Under the new policy, 40 to 50 percent of cash will be deployed to capital projects and strategic investments, while 50 to 60 percent will go toward share repurchases and dividends, KCS officials said in a press release.

In addition, the company plans from time to time to use additional debt to support the new policy and intends to manage its debt-to-EBITDA ratio in the low 2x range consistent with its current ratings of BBB from Standard & Poor’s and Fitch Ratings and Baa2 from Moody’s.

Moreover, the board approved an increase in the quarterly dividend on KCS common stock to 40 cents from 36 cents per share payable Jan. 22, 2020, to stockholders of record as of Dec. 31.

The board also approved a new $2 billion share repurchase program, expiring Dec. 31, 2022. The new program replaces the $800 million stock repurchase announced in 2017 under which KCS purchased $741 million of company stock.

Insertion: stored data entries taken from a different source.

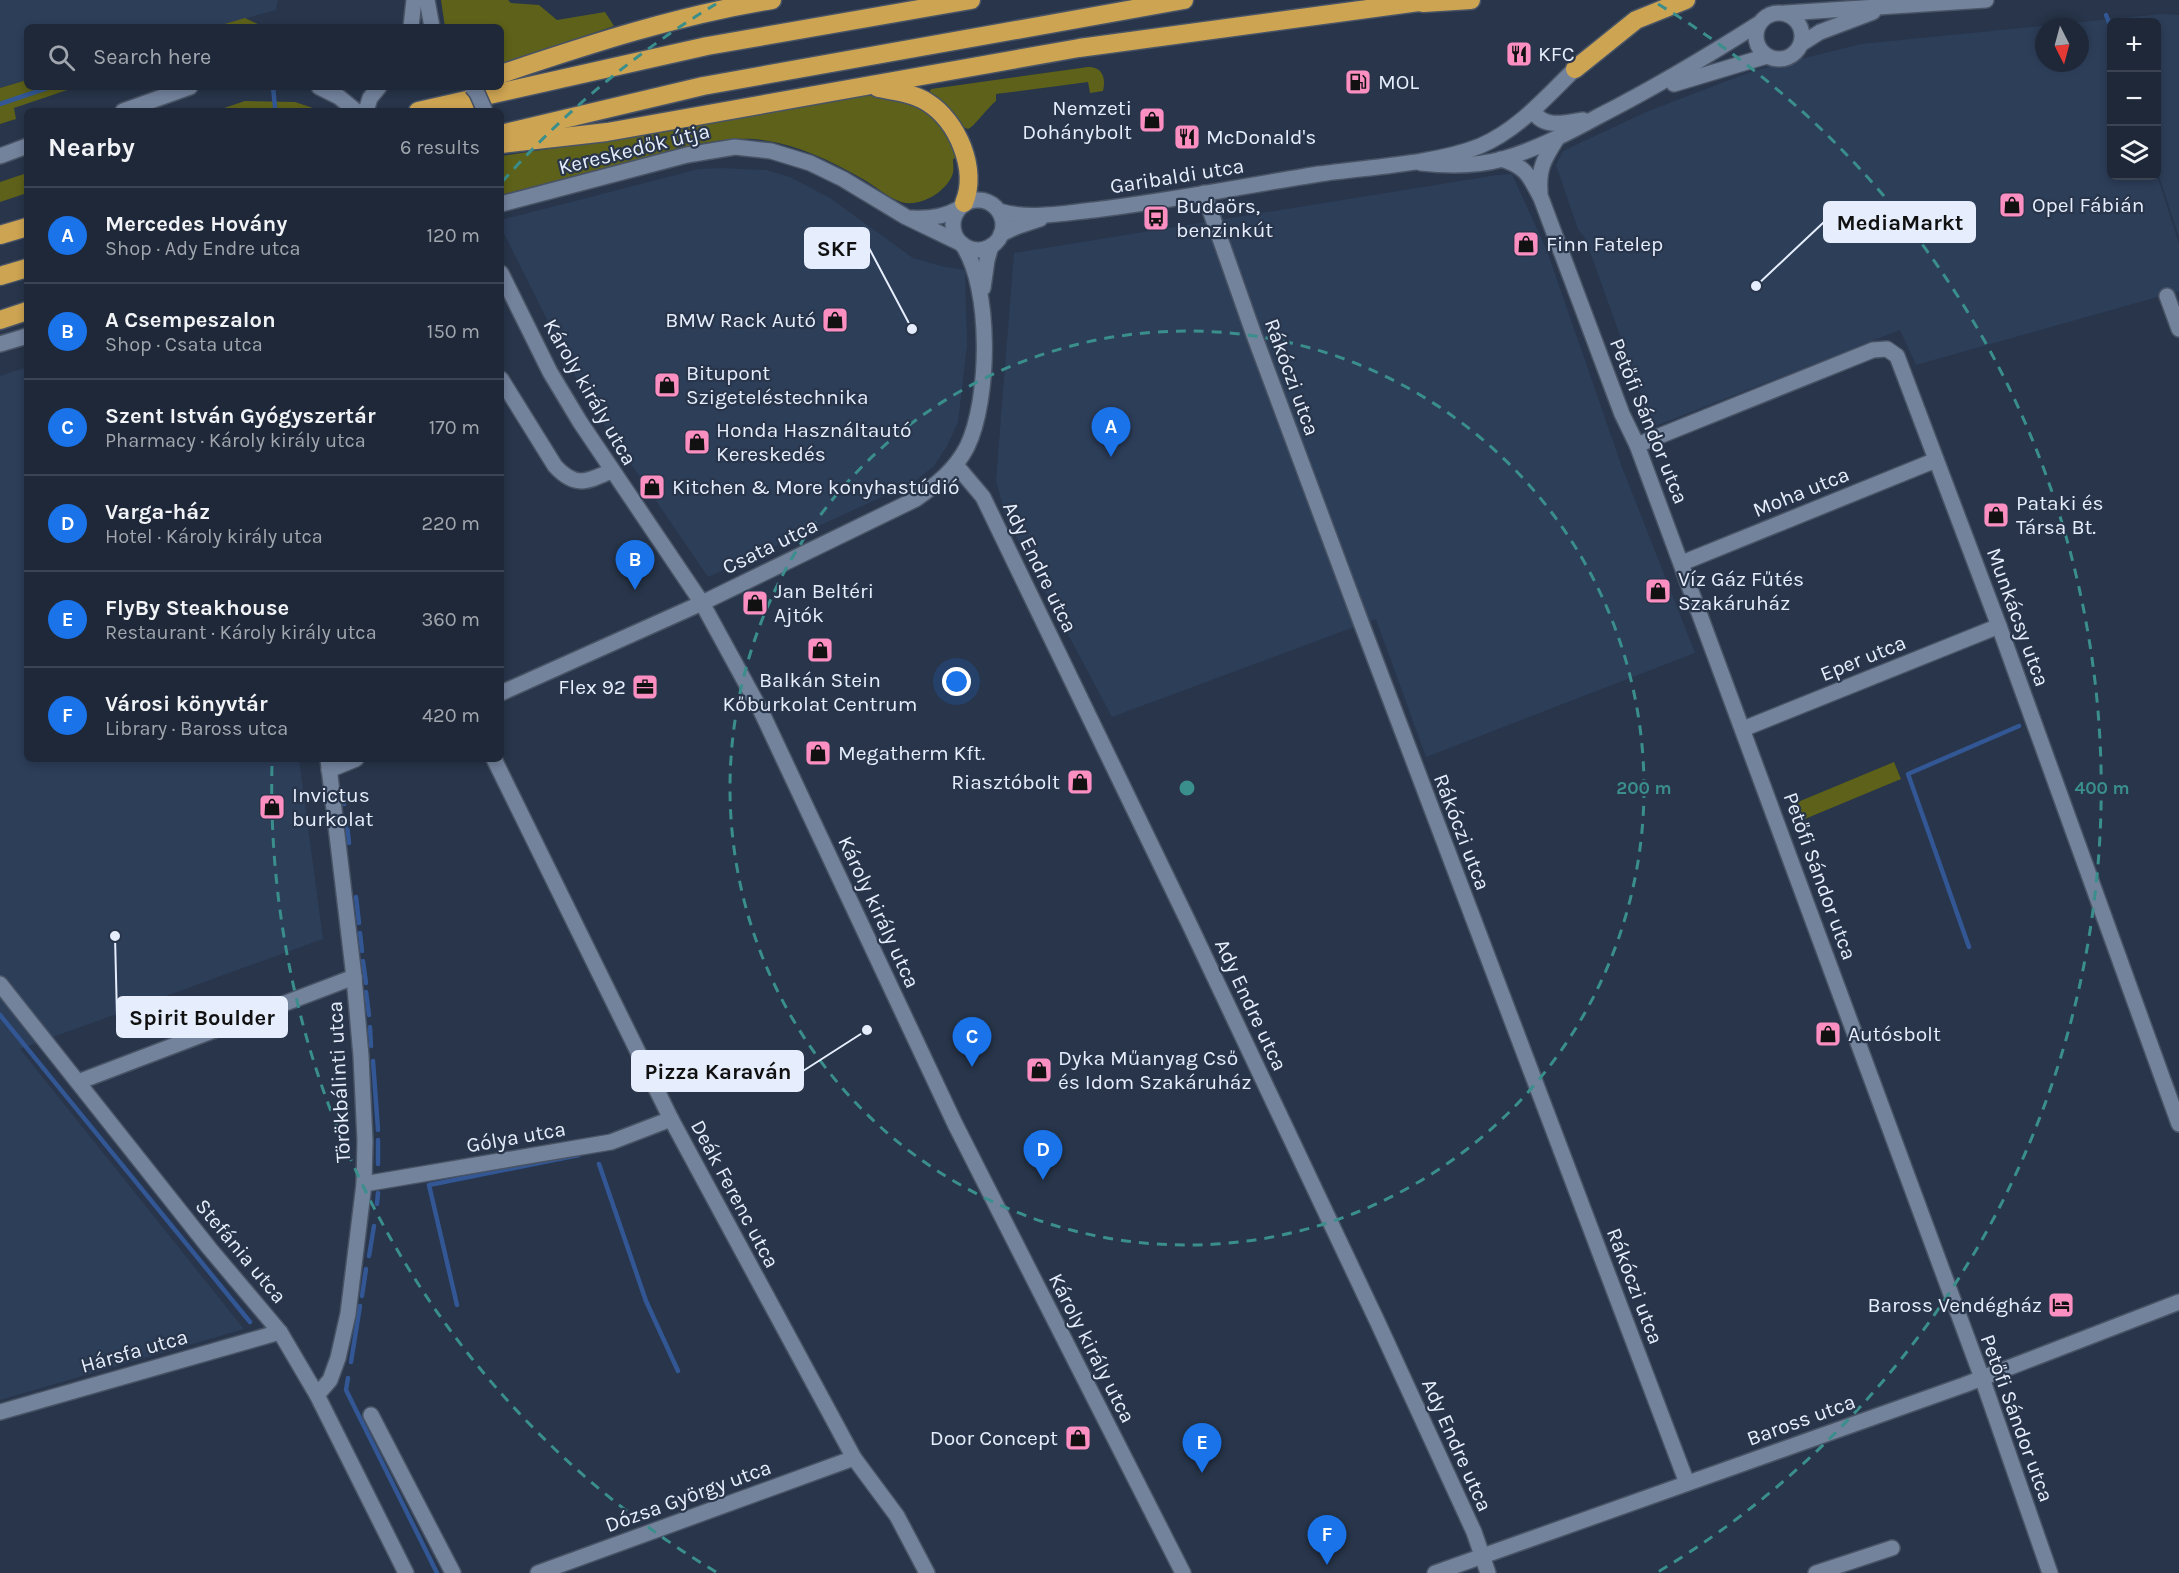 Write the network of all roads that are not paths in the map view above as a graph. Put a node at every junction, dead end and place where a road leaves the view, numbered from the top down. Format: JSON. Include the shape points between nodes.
{"nodes":[{"id":1,"x":414,"y":0,"type":"edge"},
{"id":2,"x":427,"y":0,"type":"edge"},
{"id":3,"x":772,"y":0,"type":"edge"},
{"id":4,"x":971,"y":0,"type":"edge"},
{"id":5,"x":1184,"y":0,"type":"edge"},
{"id":6,"x":1434,"y":0,"type":"edge"},
{"id":7,"x":1471,"y":0,"type":"edge"},
{"id":8,"x":1686,"y":0,"type":"edge"},
{"id":9,"x":1986,"y":0,"type":"edge"},
{"id":10,"x":748,"y":2,"type":"edge"},
{"id":11,"x":1409,"y":4,"type":"junction"},
{"id":12,"x":1887,"y":6,"type":"junction"},
{"id":13,"x":1785,"y":13,"type":"junction"},
{"id":14,"x":411,"y":24,"type":"edge"},
{"id":15,"x":431,"y":24,"type":"edge"},
{"id":16,"x":1758,"y":24,"type":"junction"},
{"id":17,"x":1801,"y":44,"type":"junction"},
{"id":18,"x":1767,"y":56,"type":"junction"},
{"id":19,"x":1575,"y":69,"type":"joint"},
{"id":20,"x":504,"y":73,"type":"edge"},
{"id":21,"x":864,"y":85,"type":"junction"},
{"id":22,"x":182,"y":90,"type":"edge"},
{"id":23,"x":325,"y":90,"type":"edge"},
{"id":24,"x":377,"y":90,"type":"edge"},
{"id":25,"x":469,"y":90,"type":"edge"},
{"id":26,"x":476,"y":90,"type":"edge"},
{"id":27,"x":1635,"y":99,"type":"junction"},
{"id":28,"x":443,"y":104,"type":"junction"},
{"id":29,"x":131,"y":108,"type":"edge"},
{"id":30,"x":352,"y":108,"type":"edge"},
{"id":31,"x":367,"y":108,"type":"edge"},
{"id":32,"x":429,"y":108,"type":"edge"},
{"id":33,"x":484,"y":108,"type":"edge"},
{"id":34,"x":1533,"y":111,"type":"junction"},
{"id":35,"x":1598,"y":117,"type":"junction"},
{"id":36,"x":504,"y":133,"type":"edge"},
{"id":37,"x":1556,"y":140,"type":"junction"},
{"id":38,"x":504,"y":144,"type":"edge"},
{"id":39,"x":24,"y":147,"type":"edge"},
{"id":40,"x":0,"y":156,"type":"edge"},
{"id":41,"x":1502,"y":159,"type":"junction"},
{"id":42,"x":1410,"y":162,"type":"junction"},
{"id":43,"x":1204,"y":193,"type":"junction"},
{"id":44,"x":1540,"y":198,"type":"junction"},
{"id":45,"x":504,"y":203,"type":"edge"},
{"id":46,"x":961,"y":206,"type":"junction"},
{"id":47,"x":999,"y":211,"type":"junction"},
{"id":48,"x":1057,"y":214,"type":"junction"},
{"id":49,"x":906,"y":217,"type":"junction"},
{"id":50,"x":24,"y":227,"type":"edge"},
{"id":51,"x":1001,"y":234,"type":"junction"},
{"id":52,"x":0,"y":236,"type":"edge"},
{"id":53,"x":962,"y":244,"type":"junction"},
{"id":54,"x":992,"y":246,"type":"junction"},
{"id":55,"x":24,"y":269,"type":"edge"},
{"id":56,"x":0,"y":276,"type":"edge"},
{"id":57,"x":504,"y":281,"type":"edge"},
{"id":58,"x":2167,"y":296,"type":"dead end"},
{"id":59,"x":981,"y":297,"type":"junction"},
{"id":60,"x":24,"y":312,"type":"edge"},
{"id":61,"x":0,"y":320,"type":"edge"},
{"id":62,"x":2179,"y":329,"type":"edge"},
{"id":63,"x":24,"y":337,"type":"edge"},
{"id":64,"x":0,"y":344,"type":"edge"},
{"id":65,"x":504,"y":384,"type":"edge"},
{"id":66,"x":1637,"y":445,"type":"junction"},
{"id":67,"x":1936,"y":460,"type":"junction"},
{"id":68,"x":956,"y":465,"type":"junction"},
{"id":69,"x":611,"y":471,"type":"junction"},
{"id":70,"x":1682,"y":563,"type":"junction"},
{"id":71,"x":702,"y":603,"type":"junction"},
{"id":72,"x":2000,"y":626,"type":"junction"},
{"id":73,"x":504,"y":692,"type":"edge"},
{"id":74,"x":1743,"y":729,"type":"junction"},
{"id":75,"x":495,"y":762,"type":"edge"},
{"id":76,"x":328,"y":765,"type":"edge"},
{"id":77,"x":354,"y":977,"type":"junction"},
{"id":78,"x":0,"y":984,"type":"edge"},
{"id":79,"x":78,"y":1082,"type":"junction"},
{"id":80,"x":671,"y":1119,"type":"junction"},
{"id":81,"x":2179,"y":1124,"type":"edge"},
{"id":82,"x":364,"y":1184,"type":"junction"},
{"id":83,"x":2179,"y":1302,"type":"edge"},
{"id":84,"x":280,"y":1332,"type":"junction"},
{"id":85,"x":1982,"y":1378,"type":"junction"},
{"id":86,"x":317,"y":1395,"type":"junction"},
{"id":87,"x":0,"y":1412,"type":"edge"},
{"id":88,"x":371,"y":1415,"type":"dead end"},
{"id":89,"x":854,"y":1458,"type":"junction"},
{"id":90,"x":1687,"y":1483,"type":"junction"},
{"id":91,"x":1892,"y":1548,"type":"dead end"},
{"id":92,"x":1482,"y":1556,"type":"junction"},
{"id":93,"x":406,"y":1573,"type":"edge"},
{"id":94,"x":453,"y":1573,"type":"edge"},
{"id":95,"x":538,"y":1573,"type":"edge"},
{"id":96,"x":927,"y":1573,"type":"edge"},
{"id":97,"x":1183,"y":1573,"type":"edge"},
{"id":98,"x":1435,"y":1573,"type":"edge"},
{"id":99,"x":1488,"y":1573,"type":"edge"},
{"id":100,"x":1816,"y":1573,"type":"edge"},
{"id":101,"x":2050,"y":1573,"type":"edge"}],
"edges":[{"from":1,"to":14,"type":"street"},
{"from":2,"to":15,"type":"street"},
{"from":3,"to":10,"type":"highway"},
{"from":4,"to":28,"type":"highway","via":[[707,46]]},
{"from":5,"to":36,"type":"highway","via":[[703,86]]},
{"from":6,"to":11,"type":"highway"},
{"from":7,"to":11,"type":"highway"},
{"from":8,"to":19,"type":"highway","via":[[1636,20]]},
{"from":9,"to":12,"type":"street"},
{"from":10,"to":20,"type":"highway","via":[[575,49]]},
{"from":11,"to":21,"type":"highway","via":[[1079,48]]},
{"from":12,"to":13,"type":"street"},
{"from":12,"to":17,"type":"street","via":[[1820,32]]},
{"from":13,"to":16,"type":"street","via":[[1767,15]]},
{"from":13,"to":17,"type":"street","via":[[1800,25]]},
{"from":16,"to":18,"type":"street","via":[[1756,42]]},
{"from":16,"to":27,"type":"street","name":"Garibaldi utca"},
{"from":17,"to":18,"type":"street","via":[[1785,58]]},
{"from":18,"to":27,"type":"street","name":"Garibaldi utca"},
{"from":19,"to":34,"type":"street","name":"Garibaldi utca"},
{"from":21,"to":38,"type":"highway","via":[[607,132]]},
{"from":21,"to":46,"type":"highway","via":[[906,93],[926,101],[939,112],[966,157],[969,192]]},
{"from":22,"to":29,"type":"street"},
{"from":23,"to":30,"type":"street"},
{"from":24,"to":31,"type":"street"},
{"from":25,"to":28,"type":"highway"},
{"from":26,"to":33,"type":"street","bridge":true},
{"from":27,"to":35,"type":"street","name":"Garibaldi utca"},
{"from":28,"to":32,"type":"highway"},
{"from":34,"to":35,"type":"street","name":"Garibaldi utca","via":[[1537,118],[1554,124]]},
{"from":34,"to":42,"type":"street","name":"Garibaldi utca","via":[[1507,132],[1480,146]]},
{"from":35,"to":37,"type":"street","name":"Garibaldi utca"},
{"from":37,"to":41,"type":"street","name":"Garibaldi utca"},
{"from":37,"to":44,"type":"street","name":"Petőfi Sándor utca","via":[[1542,163]]},
{"from":39,"to":40,"type":"street"},
{"from":41,"to":42,"type":"street","name":"Garibaldi utca","via":[[1437,165]]},
{"from":41,"to":44,"type":"street","name":"Petőfi Sándor utca","via":[[1524,169]]},
{"from":42,"to":43,"type":"street","name":"Garibaldi utca"},
{"from":43,"to":48,"type":"street","name":"Garibaldi utca"},
{"from":43,"to":90,"type":"street","name":"Rákóczi utca","via":[[1366,636]]},
{"from":44,"to":66,"type":"street","name":"Petőfi Sándor utca"},
{"from":45,"to":49,"type":"street","name":"Kereskedők útja","via":[[687,155],[735,147],[771,151],[810,163]]},
{"from":46,"to":47,"type":"street","via":[[979,199]]},
{"from":46,"to":49,"type":"street","name":"Kereskedők útja","via":[[936,218]]},
{"from":46,"to":53,"type":"street","via":[[954,215],[953,231]]},
{"from":47,"to":48,"type":"street","name":"Garibaldi utca"},
{"from":47,"to":51,"type":"street"},
{"from":48,"to":51,"type":"street","name":"Garibaldi utca"},
{"from":49,"to":53,"type":"street","name":"Kereskedők útja"},
{"from":50,"to":52,"type":"highway"},
{"from":51,"to":54,"type":"street"},
{"from":53,"to":54,"type":"street","via":[[976,250]]},
{"from":53,"to":59,"type":"street","name":"Csata utca","via":[[970,256]]},
{"from":54,"to":59,"type":"street","name":"Csata utca"},
{"from":55,"to":56,"type":"highway"},
{"from":57,"to":69,"type":"street","name":"Károly király utca","via":[[550,372]]},
{"from":58,"to":62,"type":"street"},
{"from":59,"to":68,"type":"street","name":"Csata utca","via":[[980,403],[967,446]]},
{"from":60,"to":61,"type":"highway"},
{"from":63,"to":64,"type":"street"},
{"from":65,"to":69,"type":"street","via":[[563,475],[582,482]]},
{"from":66,"to":67,"type":"street","name":"Munkácsy utca","via":[[1873,350],[1887,349],[1897,356],[1904,370]]},
{"from":66,"to":70,"type":"street","name":"Petőfi Sándor utca"},
{"from":67,"to":70,"type":"street","name":"Moha utca"},
{"from":67,"to":72,"type":"street","name":"Munkácsy utca"},
{"from":68,"to":71,"type":"street","name":"Csata utca","via":[[916,499]]},
{"from":68,"to":92,"type":"street","name":"Ady Endre utca","via":[[983,497],[1186,917],[1378,1323]]},
{"from":69,"to":71,"type":"street","name":"Károly király utca"},
{"from":70,"to":74,"type":"street","name":"Petőfi Sándor utca"},
{"from":71,"to":73,"type":"street","name":"Csata utca"},
{"from":71,"to":97,"type":"street","name":"Károly király utca","via":[[761,711],[955,1124]]},
{"from":72,"to":74,"type":"street","name":"Eper utca"},
{"from":72,"to":81,"type":"street","name":"Munkácsy utca"},
{"from":74,"to":85,"type":"street","name":"Petőfi Sándor utca"},
{"from":75,"to":80,"type":"street","name":"Deák Ferenc utca"},
{"from":76,"to":77,"type":"street","name":"Törökbálinti utca"},
{"from":77,"to":79,"type":"street"},
{"from":77,"to":82,"type":"street","name":"Törökbálinti utca","via":[[364,1097]]},
{"from":78,"to":79,"type":"street","name":"Stefánia utca"},
{"from":79,"to":84,"type":"street","name":"Stefánia utca"},
{"from":80,"to":82,"type":"street","name":"Gólya utca","via":[[611,1142]]},
{"from":80,"to":89,"type":"street","name":"Deák Ferenc utca"},
{"from":82,"to":86,"type":"street","name":"Törökbálinti utca","via":[[351,1292],[338,1358],[330,1380]]},
{"from":83,"to":85,"type":"street","name":"Baross utca"},
{"from":84,"to":86,"type":"street","name":"Stefánia utca"},
{"from":84,"to":87,"type":"street","name":"Hársfa utca"},
{"from":85,"to":90,"type":"street","name":"Baross utca"},
{"from":85,"to":101,"type":"street","name":"Petőfi Sándor utca"},
{"from":86,"to":93,"type":"street","name":"Stefánia utca"},
{"from":88,"to":94,"type":"street"},
{"from":89,"to":95,"type":"street","name":"Dózsa György utca"},
{"from":89,"to":96,"type":"street","name":"Deák Ferenc utca","via":[[897,1516]]},
{"from":90,"to":92,"type":"street","name":"Baross utca"},
{"from":91,"to":100,"type":"street"},
{"from":92,"to":98,"type":"street","name":"Baross utca"},
{"from":92,"to":99,"type":"street","name":"Ady Endre utca"}]}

“Kansas City Southern is pleased to announce a new capital allocation policy that balances our objectives of: a) investing in future growth opportunities; b) delivering meaningful capital returns to our shareholders; and c) maintaining a desirable credit profile,” said KCS President and Chief Executive Officer Patrick Ottensmeyer.

Also yesterday, the board declared a dividend of 25 cents per share on the outstanding KCS 4 percent non-cumulative preferred stock. The dividend is payable on Jan. 1, 2020, to stockholders of record as of Dec. 31.